Your goal:
Read the listing below and copy out each line where the word "Malmedy" occurs.

(Input data Opens)

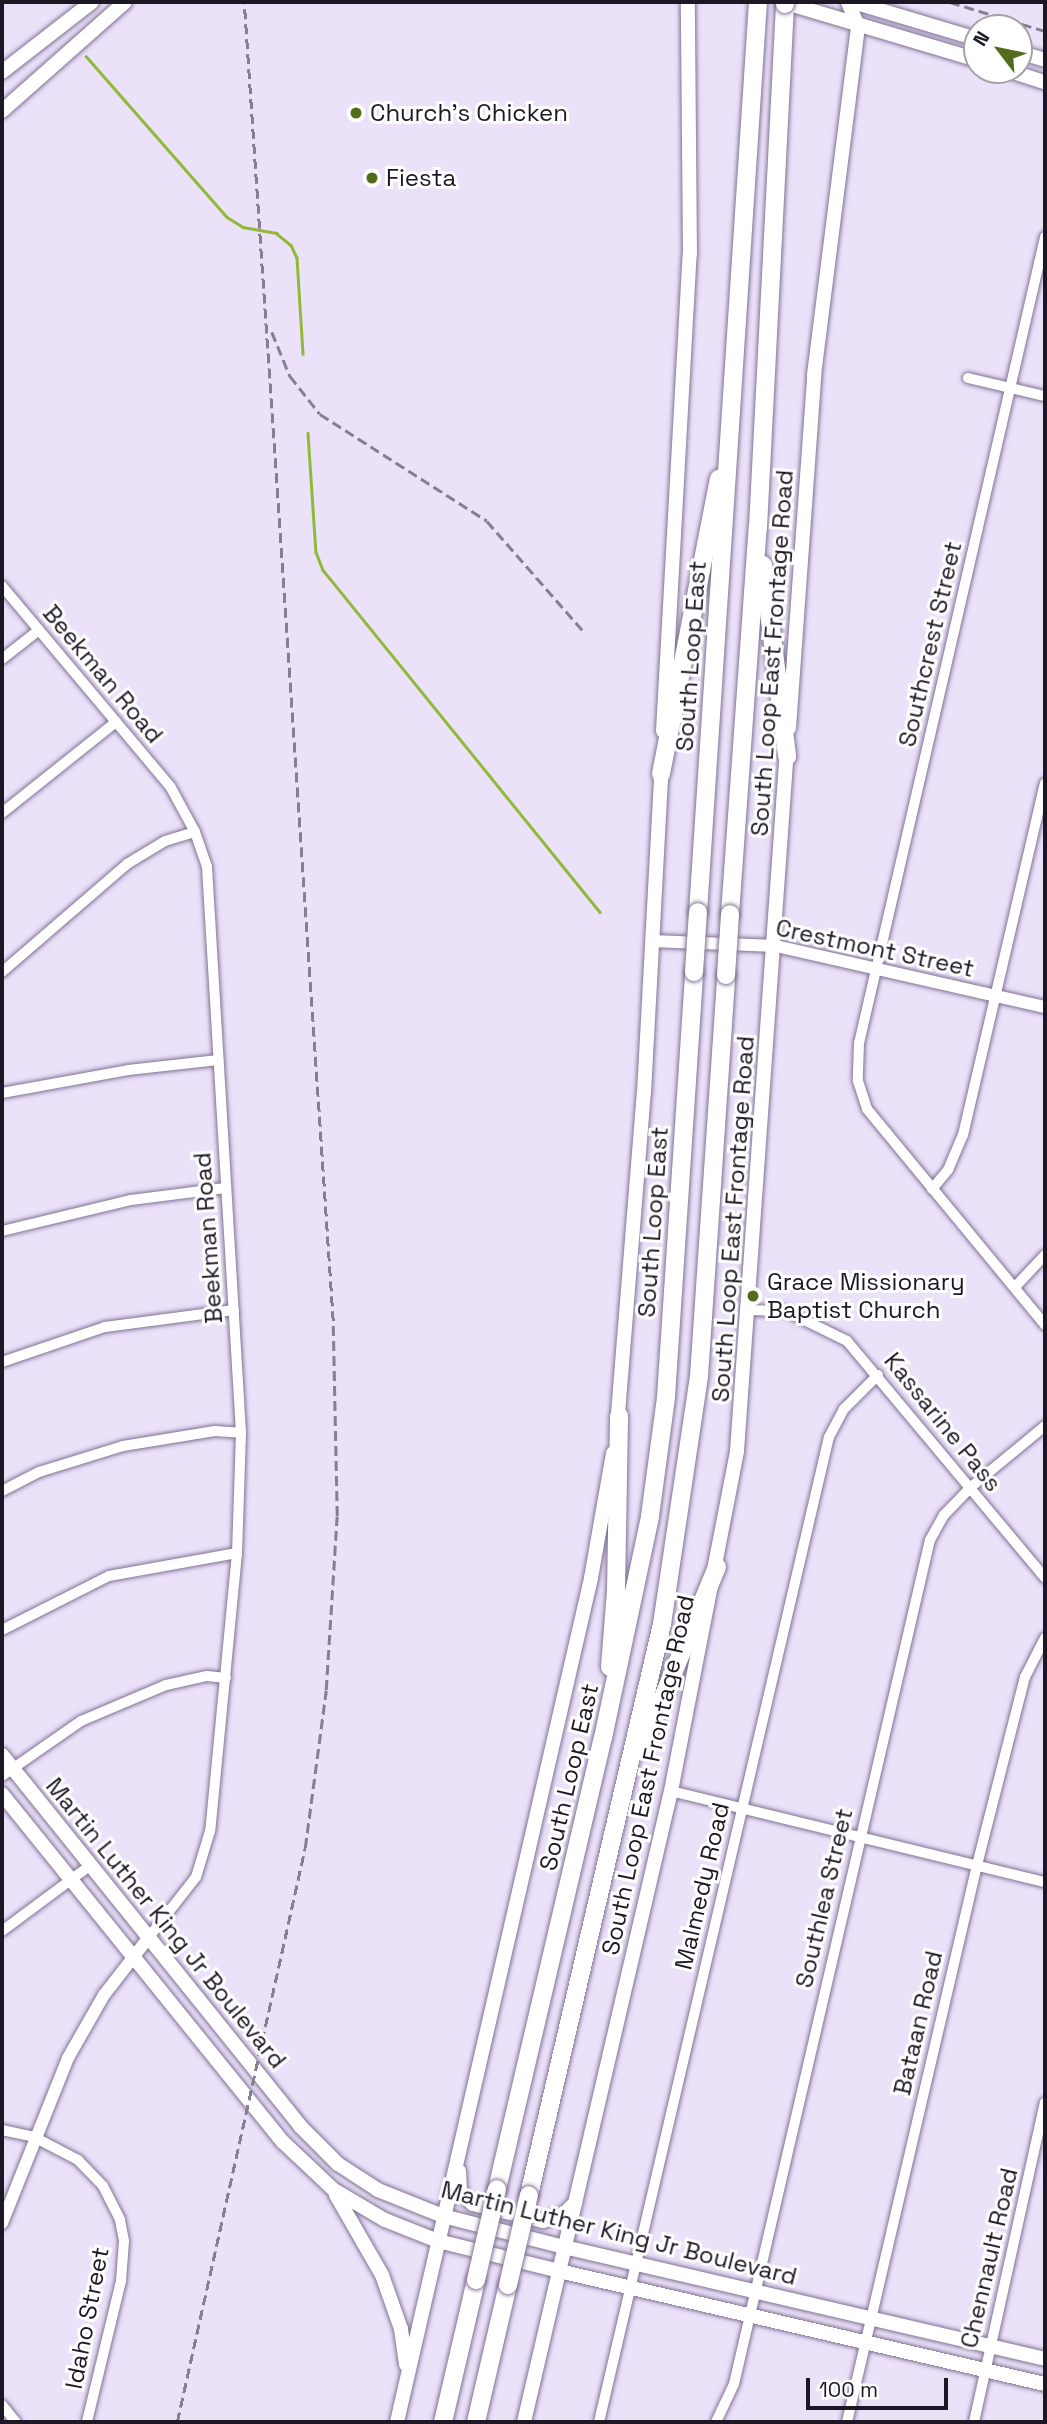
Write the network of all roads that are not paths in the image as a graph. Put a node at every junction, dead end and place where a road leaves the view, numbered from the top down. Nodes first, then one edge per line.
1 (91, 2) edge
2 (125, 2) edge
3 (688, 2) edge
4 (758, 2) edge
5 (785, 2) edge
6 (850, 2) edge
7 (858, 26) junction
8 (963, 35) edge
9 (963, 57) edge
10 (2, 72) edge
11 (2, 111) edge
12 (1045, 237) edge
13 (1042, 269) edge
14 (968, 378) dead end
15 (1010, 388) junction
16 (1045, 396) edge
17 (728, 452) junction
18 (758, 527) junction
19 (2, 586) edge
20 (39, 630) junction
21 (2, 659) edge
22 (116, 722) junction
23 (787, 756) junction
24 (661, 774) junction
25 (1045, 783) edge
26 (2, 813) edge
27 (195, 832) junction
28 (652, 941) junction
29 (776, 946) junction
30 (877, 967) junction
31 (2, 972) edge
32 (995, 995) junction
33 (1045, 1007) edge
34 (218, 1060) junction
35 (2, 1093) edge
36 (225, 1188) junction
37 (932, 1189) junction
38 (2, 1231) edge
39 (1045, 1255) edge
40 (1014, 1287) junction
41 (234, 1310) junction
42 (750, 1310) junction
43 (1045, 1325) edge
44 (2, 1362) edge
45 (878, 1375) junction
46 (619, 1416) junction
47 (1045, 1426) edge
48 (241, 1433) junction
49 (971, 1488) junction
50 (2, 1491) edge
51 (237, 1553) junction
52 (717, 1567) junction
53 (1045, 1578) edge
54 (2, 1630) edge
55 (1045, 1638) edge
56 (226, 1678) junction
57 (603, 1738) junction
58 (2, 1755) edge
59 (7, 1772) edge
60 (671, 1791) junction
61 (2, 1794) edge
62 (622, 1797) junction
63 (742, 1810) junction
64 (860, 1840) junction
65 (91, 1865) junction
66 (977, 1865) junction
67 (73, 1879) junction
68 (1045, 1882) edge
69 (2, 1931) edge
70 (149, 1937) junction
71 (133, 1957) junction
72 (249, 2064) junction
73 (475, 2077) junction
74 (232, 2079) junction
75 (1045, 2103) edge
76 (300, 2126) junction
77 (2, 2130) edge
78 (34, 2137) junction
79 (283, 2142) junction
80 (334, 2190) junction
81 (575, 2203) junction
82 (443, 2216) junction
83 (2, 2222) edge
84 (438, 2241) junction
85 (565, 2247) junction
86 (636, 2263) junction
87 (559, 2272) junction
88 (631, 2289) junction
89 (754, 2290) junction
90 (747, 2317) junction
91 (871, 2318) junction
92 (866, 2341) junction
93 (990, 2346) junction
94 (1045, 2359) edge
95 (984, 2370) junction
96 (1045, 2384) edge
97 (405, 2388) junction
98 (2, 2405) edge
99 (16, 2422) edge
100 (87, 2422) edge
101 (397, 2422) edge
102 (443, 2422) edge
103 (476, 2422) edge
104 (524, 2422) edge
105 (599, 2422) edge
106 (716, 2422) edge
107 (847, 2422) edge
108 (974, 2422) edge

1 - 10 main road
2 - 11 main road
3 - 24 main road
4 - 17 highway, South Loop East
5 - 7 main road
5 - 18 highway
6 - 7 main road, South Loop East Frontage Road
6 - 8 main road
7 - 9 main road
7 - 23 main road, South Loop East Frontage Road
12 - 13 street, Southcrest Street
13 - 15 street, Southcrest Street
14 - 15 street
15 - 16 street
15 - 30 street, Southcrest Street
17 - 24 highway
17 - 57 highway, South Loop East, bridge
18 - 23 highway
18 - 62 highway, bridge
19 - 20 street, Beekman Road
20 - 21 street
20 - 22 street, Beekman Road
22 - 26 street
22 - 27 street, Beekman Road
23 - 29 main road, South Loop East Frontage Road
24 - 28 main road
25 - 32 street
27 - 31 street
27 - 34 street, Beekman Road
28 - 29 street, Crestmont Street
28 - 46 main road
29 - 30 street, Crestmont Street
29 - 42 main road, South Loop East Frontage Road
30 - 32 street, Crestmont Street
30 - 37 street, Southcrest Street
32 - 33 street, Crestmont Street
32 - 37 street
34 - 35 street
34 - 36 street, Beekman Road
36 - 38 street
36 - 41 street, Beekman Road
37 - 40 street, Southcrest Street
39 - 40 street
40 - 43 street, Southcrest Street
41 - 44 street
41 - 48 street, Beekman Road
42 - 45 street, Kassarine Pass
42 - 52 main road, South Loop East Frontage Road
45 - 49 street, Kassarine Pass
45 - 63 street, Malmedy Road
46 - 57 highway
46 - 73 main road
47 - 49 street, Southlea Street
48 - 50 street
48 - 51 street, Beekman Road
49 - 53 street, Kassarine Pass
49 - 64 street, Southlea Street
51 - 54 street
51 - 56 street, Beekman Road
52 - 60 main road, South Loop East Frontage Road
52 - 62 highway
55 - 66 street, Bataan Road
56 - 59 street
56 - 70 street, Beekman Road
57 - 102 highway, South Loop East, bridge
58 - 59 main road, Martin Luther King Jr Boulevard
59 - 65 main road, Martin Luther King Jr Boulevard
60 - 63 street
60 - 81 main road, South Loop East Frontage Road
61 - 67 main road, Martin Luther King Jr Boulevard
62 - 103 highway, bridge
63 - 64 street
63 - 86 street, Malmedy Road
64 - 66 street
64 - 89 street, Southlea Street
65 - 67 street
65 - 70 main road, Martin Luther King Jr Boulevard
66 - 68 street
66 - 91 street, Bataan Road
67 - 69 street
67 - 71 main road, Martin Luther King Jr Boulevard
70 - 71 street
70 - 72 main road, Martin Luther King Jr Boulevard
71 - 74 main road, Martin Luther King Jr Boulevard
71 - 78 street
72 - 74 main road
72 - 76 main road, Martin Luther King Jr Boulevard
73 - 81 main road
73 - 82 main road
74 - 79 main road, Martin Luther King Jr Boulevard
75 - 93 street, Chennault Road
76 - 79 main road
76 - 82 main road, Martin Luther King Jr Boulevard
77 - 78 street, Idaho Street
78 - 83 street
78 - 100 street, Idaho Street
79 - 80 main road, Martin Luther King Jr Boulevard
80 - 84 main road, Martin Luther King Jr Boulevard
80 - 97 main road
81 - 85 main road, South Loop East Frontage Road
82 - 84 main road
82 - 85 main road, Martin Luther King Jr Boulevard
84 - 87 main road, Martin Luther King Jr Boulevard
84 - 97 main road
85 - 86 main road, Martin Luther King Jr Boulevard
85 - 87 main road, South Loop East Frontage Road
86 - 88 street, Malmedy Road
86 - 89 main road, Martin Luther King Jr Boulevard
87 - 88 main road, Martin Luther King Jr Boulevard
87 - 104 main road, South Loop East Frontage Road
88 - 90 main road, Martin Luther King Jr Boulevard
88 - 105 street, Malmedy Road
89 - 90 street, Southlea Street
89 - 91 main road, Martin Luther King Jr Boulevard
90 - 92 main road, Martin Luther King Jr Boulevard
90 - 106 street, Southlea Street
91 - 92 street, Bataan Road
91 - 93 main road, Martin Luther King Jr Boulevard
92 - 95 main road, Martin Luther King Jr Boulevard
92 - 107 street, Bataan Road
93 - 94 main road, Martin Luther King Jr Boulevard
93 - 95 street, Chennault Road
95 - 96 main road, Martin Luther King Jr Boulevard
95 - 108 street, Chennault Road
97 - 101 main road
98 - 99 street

(Input data Closes)
(Input data Opens)

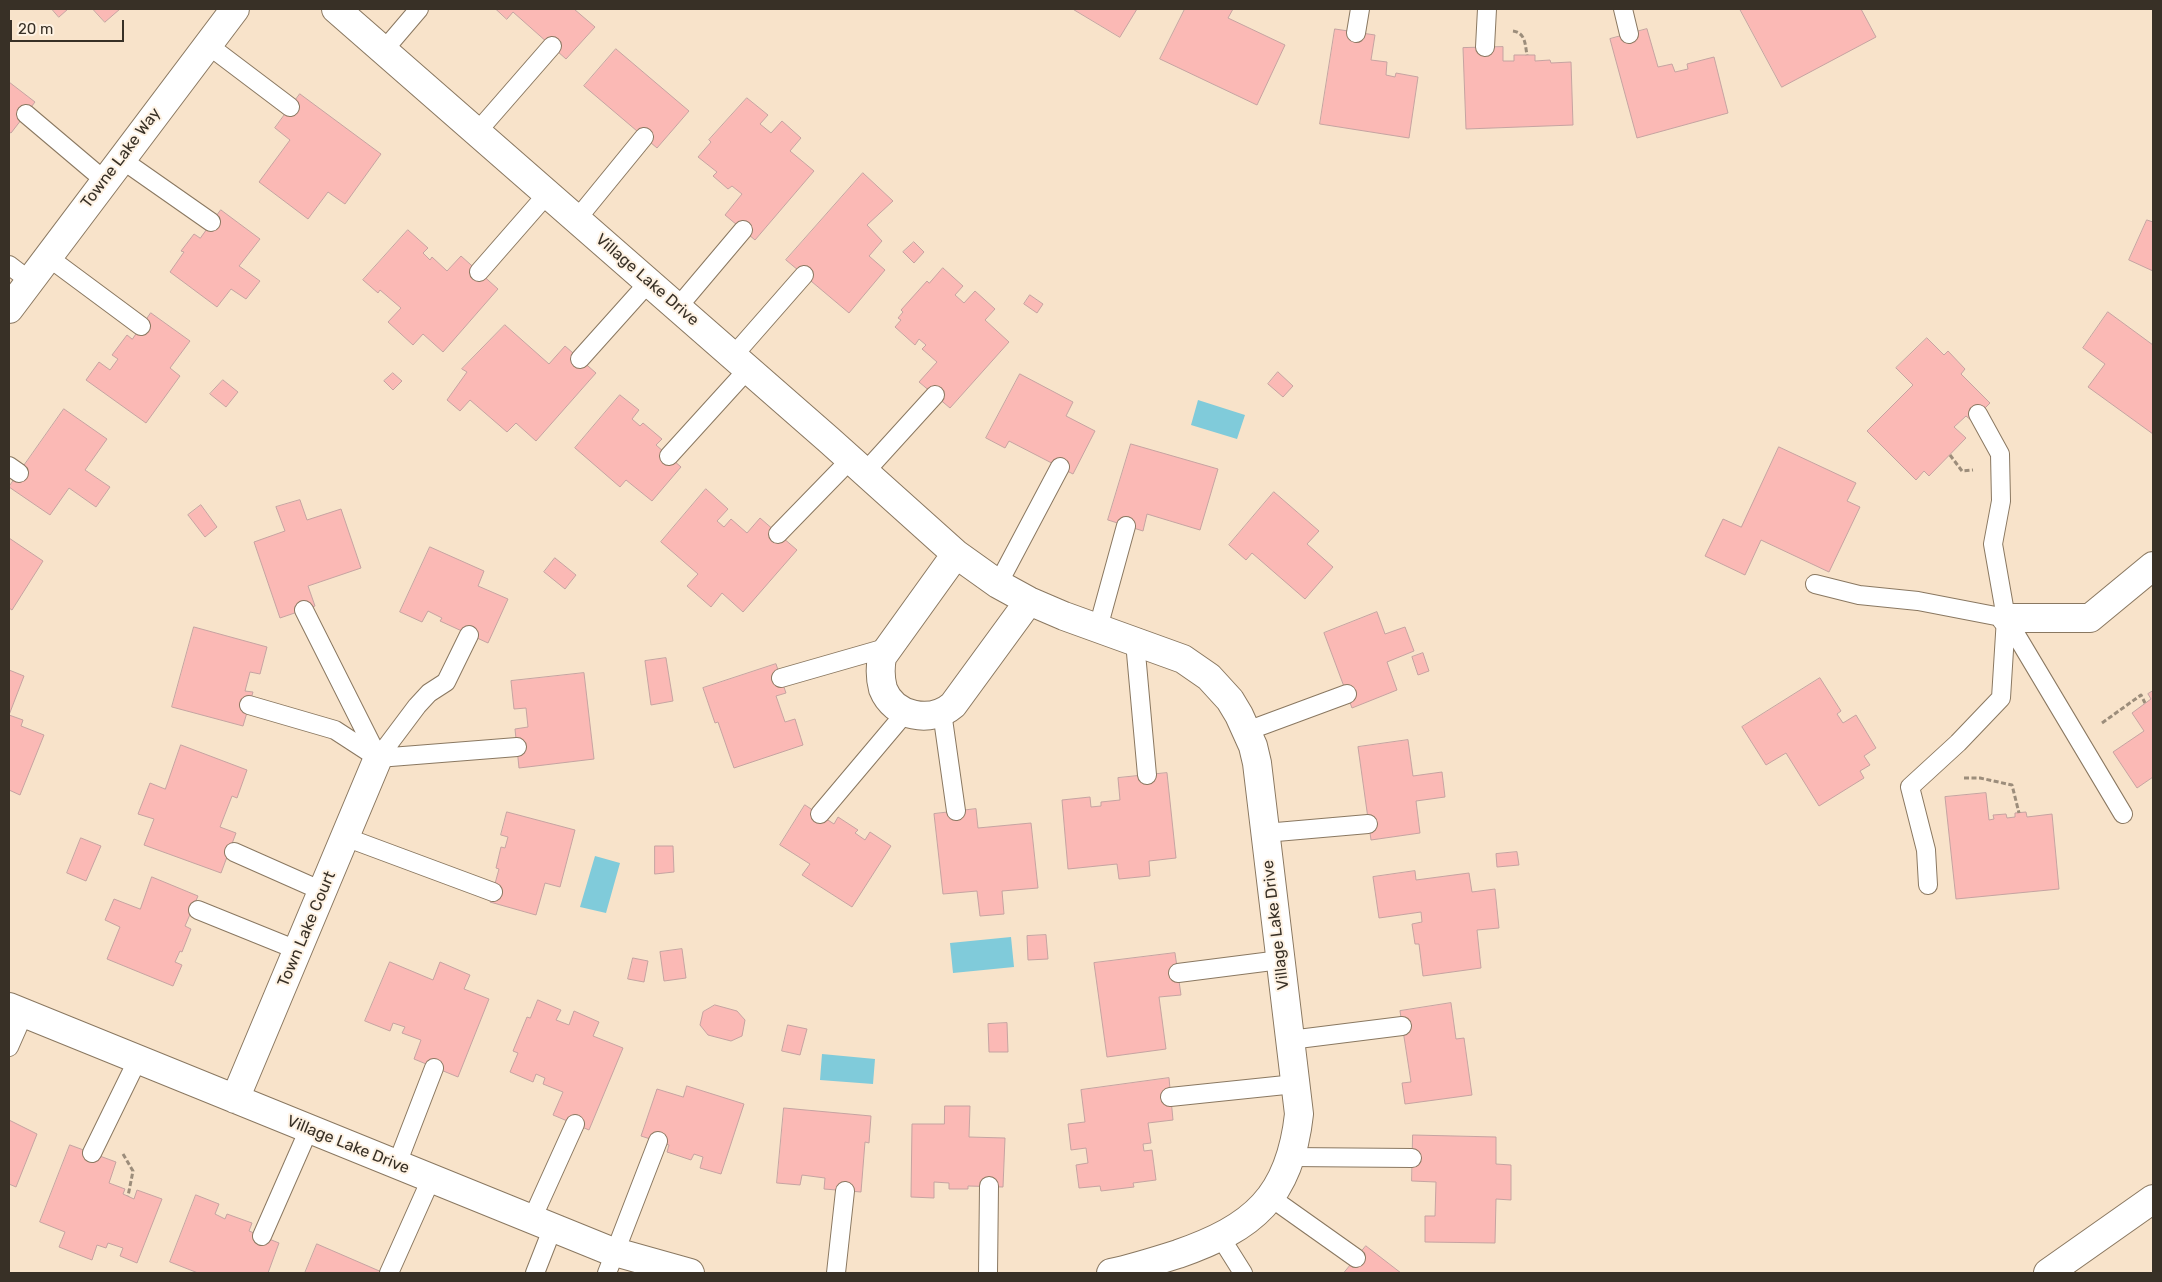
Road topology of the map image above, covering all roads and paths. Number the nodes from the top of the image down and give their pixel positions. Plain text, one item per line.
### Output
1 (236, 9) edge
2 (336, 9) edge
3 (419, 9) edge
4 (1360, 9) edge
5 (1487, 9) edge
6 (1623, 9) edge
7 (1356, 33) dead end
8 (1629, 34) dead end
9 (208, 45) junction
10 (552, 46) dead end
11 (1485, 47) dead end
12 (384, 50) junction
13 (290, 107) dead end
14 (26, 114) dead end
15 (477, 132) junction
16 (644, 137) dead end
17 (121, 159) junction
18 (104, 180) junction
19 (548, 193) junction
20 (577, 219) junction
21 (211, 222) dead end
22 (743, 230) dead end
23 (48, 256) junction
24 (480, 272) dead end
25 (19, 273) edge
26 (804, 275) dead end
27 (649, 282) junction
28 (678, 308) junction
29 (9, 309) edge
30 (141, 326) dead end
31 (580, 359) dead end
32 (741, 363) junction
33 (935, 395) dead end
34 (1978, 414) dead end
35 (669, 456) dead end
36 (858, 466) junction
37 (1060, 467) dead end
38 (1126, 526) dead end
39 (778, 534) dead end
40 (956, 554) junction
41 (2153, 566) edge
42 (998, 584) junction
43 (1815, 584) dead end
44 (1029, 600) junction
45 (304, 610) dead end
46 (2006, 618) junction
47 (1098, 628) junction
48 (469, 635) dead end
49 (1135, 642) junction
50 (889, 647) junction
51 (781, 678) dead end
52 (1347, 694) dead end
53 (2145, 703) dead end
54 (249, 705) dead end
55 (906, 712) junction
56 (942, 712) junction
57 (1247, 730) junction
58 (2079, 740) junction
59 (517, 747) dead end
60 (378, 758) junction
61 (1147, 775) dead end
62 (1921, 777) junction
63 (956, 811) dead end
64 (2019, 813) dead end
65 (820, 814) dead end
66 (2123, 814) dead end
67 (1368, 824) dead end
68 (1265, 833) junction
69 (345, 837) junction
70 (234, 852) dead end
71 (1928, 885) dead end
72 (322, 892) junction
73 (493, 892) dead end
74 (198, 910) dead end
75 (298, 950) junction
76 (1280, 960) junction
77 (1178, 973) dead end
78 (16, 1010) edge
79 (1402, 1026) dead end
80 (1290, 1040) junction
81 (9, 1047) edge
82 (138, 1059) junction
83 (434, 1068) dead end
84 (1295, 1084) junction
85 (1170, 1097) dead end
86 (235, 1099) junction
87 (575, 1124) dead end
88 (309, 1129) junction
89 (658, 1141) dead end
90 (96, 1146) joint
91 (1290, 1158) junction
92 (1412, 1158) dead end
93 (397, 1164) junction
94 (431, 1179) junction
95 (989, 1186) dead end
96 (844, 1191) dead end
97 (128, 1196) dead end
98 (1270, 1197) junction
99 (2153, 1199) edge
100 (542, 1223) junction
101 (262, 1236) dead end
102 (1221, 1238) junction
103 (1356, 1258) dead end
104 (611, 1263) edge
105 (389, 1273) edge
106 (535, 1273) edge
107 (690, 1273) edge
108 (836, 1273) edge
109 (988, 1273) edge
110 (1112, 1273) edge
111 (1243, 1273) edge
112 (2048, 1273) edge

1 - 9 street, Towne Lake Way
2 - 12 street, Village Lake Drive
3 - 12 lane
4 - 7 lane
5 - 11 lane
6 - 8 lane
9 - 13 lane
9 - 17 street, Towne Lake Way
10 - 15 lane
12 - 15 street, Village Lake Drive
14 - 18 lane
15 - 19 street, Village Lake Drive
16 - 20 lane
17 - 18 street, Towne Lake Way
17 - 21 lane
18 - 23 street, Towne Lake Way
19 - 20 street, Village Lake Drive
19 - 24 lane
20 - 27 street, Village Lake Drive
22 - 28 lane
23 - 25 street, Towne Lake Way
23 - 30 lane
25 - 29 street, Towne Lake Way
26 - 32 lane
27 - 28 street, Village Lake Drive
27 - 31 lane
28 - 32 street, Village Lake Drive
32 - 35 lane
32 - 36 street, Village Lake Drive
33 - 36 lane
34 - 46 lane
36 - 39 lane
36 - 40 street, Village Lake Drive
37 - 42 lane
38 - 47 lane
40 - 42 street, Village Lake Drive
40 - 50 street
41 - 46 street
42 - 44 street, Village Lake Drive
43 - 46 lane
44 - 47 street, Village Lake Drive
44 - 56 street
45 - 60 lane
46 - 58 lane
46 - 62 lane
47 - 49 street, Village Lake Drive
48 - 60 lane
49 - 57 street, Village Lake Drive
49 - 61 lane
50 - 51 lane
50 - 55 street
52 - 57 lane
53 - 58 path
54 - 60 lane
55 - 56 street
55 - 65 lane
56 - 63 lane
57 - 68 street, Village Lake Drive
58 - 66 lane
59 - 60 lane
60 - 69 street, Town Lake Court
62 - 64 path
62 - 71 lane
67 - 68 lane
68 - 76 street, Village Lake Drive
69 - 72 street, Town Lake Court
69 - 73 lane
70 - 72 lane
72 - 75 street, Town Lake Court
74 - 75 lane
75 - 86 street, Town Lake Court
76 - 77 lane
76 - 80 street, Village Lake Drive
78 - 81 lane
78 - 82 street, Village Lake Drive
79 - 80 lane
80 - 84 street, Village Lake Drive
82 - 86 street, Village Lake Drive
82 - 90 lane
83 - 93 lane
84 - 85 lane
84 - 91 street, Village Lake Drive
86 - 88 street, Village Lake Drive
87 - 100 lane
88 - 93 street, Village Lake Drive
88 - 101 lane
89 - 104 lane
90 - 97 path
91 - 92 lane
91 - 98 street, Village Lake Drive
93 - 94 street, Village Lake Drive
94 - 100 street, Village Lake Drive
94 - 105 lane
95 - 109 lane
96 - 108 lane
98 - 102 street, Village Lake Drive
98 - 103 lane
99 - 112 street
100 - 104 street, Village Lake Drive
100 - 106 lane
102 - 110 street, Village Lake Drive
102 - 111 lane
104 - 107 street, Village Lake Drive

(Input data Closes)

Exercise result:
45 - 63 street, Malmedy Road
63 - 86 street, Malmedy Road
86 - 88 street, Malmedy Road
88 - 105 street, Malmedy Road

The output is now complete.